6. Ways of saving translocated wild plants and animals.
7. Proving alternative fules to project labour and ladders for migrant
fish to cross over the dam.
The Tehri Dam Project has obtaind a clearance and a major portion of the
dam has already been constructed. The catchment area has not been filled
with water as the two diversion channels having gates have not been closed
for filling the dam. This is the right stage when there is necessity of
close monitoring, evaluation and reappraisal of work to ascertain
compliance of the conditions and check adverse impact on environment as
also ensure rehabilitation of the people displaced from the dam area and
the old Tehri town. In the instant case, the Corpration claims that it has
fulfilled the conditions pari passu with the engineering works. This high
claim is with the admission that the time Schedule in the condition of
clearance has not been kept up. This is the proper stage when a thorough
assessment by a team of experts in relevant branches is required to be
undertaken for ascertaining whether the conditions of clearance have been
fulfilled pari passu with the engineering works. If this is not done before
the dam is allowed to be filled, adverse impact caused on environment would
be irreversible and would not be compensated because of the severe scale of
the ecological intervention. The mistake that might have been done in the
past with regard to other similar large and small dams should not be
allowed to be repeated in the Tehri Dam Project which is different from
other dam Projects in plains. Tehri dam being located in the Himalayas the
adverse environmental impact would both be up-stream and down-stream.

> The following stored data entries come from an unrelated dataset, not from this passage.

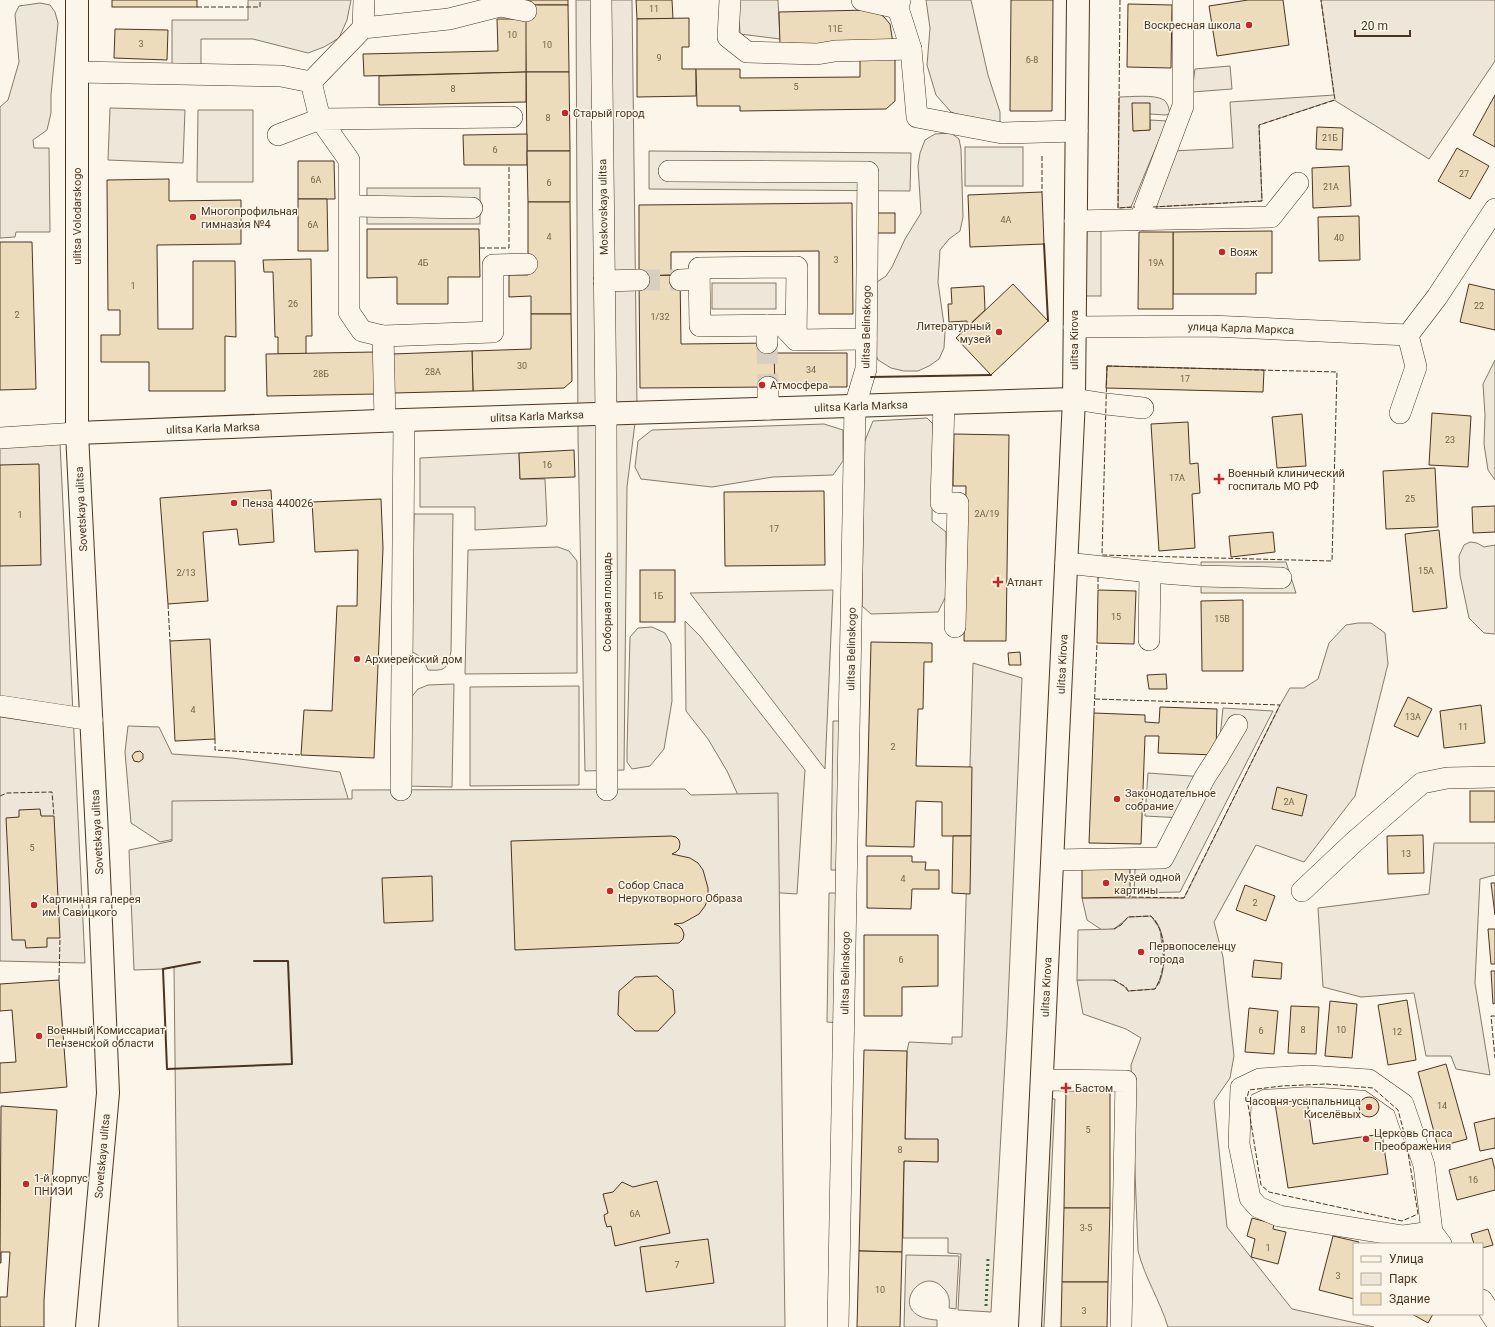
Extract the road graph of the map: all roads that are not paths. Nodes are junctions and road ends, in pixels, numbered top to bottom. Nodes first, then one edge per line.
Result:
1 (77, 0) edge
2 (364, 0) edge
3 (601, 0) edge
4 (730, 0) edge
5 (862, 0) edge
6 (1078, 0) edge
7 (1183, 0) edge
8 (899, 4) edge
9 (526, 12) dead end
10 (363, 28) junction
11 (911, 49) junction
12 (77, 72) junction
13 (311, 82) junction
14 (512, 117) dead end
15 (320, 119) junction
16 (1076, 131) junction
17 (278, 135) dead end
18 (669, 171) dead end
19 (1298, 183) dead end
20 (350, 206) junction
21 (472, 208) dead end
22 (1495, 209) edge
23 (1140, 220) junction
24 (1075, 221) junction
25 (527, 264) dead end
26 (639, 280) tunnel mouth
27 (604, 281) junction
28 (1074, 327) junction
29 (1408, 335) junction
30 (383, 336) junction
31 (866, 339) junction
32 (796, 340) junction
33 (768, 387) tunnel mouth
34 (1074, 399) junction
35 (944, 403) junction
36 (855, 406) junction
37 (1143, 408) dead end
38 (768, 409) junction
39 (1400, 413) dead end
40 (606, 414) junction
41 (394, 421) junction
42 (77, 433) junction
43 (0, 438) edge
44 (1066, 563) junction
45 (1150, 572) junction
46 (1281, 578) dead end
47 (955, 627) dead end
48 (1149, 640) dead end
49 (0, 706) edge
50 (92, 720) junction
51 (1237, 725) dead end
52 (1495, 777) edge
53 (401, 790) dead end
54 (607, 790) dead end
55 (1053, 860) junction
56 (1302, 891) dead end
57 (1042, 1080) junction
58 (1437, 1238) edge
59 (1483, 1302) edge
60 (1495, 1320) edge
61 (87, 1327) edge
62 (838, 1327) edge
63 (1030, 1327) edge
64 (1121, 1327) edge

1 - 12 main road, ulitsa Volodarskogo
2 - 10 street
3 - 27 street, Moskovskaya ulitsa
4 - 11 street
5 - 8 street
6 - 16 main road, ulitsa Kirova
7 - 23 street
8 - 11 street
9 - 10 street
10 - 13 street
11 - 16 street
12 - 13 street
12 - 42 main road, ulitsa Volodarskogo
13 - 15 street
14 - 15 street
15 - 17 street
15 - 20 street
16 - 24 main road, ulitsa Kirova
18 - 31 street, ulitsa Belinskogo
19 - 23 street
20 - 21 street
20 - 30 street
22 - 29 street
23 - 24 street
24 - 28 main road, ulitsa Kirova
25 - 30 street
26 - 27 street
27 - 40 street, Moskovskaya ulitsa
28 - 29 street, улица Карла Маркса
28 - 34 main road, ulitsa Kirova
29 - 39 street
30 - 41 street
31 - 32 street
31 - 36 street, ulitsa Belinskogo
32 - 32 street
33 - 38 street
34 - 35 main road, ulitsa Karla Marksa
34 - 37 street
34 - 44 main road, ulitsa Kirova
35 - 36 main road, ulitsa Karla Marksa
35 - 47 street
36 - 38 main road, ulitsa Karla Marksa
36 - 62 street, ulitsa Belinskogo
38 - 40 main road, ulitsa Karla Marksa
40 - 41 main road, ulitsa Karla Marksa
40 - 54 street, Соборная площадь
41 - 42 main road, ulitsa Karla Marksa
41 - 53 street
42 - 43 street, ulitsa Karla Marksa
42 - 50 main road, Sovetskaya ulitsa
44 - 45 street
44 - 55 main road, ulitsa Kirova
45 - 46 street
45 - 48 street
49 - 50 street
50 - 61 main road, Sovetskaya ulitsa
51 - 55 street
52 - 56 street
55 - 57 main road, ulitsa Kirova
57 - 63 main road, ulitsa Kirova
57 - 64 street
58 - 58 street
59 - 60 street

Meticulous care and precaution, therefore, is required to be taken for a
dam which is being constructed on a high altitude area posing threat to
downstream population. If the safety aspects are not fully taken care of
and the command area treatment is not done to the desired level or
standard, the consequence may be catastrophic and beyond repair.
Only two aspects, in my considered opinion, need special attention and
consequent directions by this Court to the concerned authorities
represented through the respondents in this case.
1. Safety aspect of the Dam:
Tehri Dam have been cleared for construction in a seismically, unstable,
earthquake prone area in the valley of Himalayas.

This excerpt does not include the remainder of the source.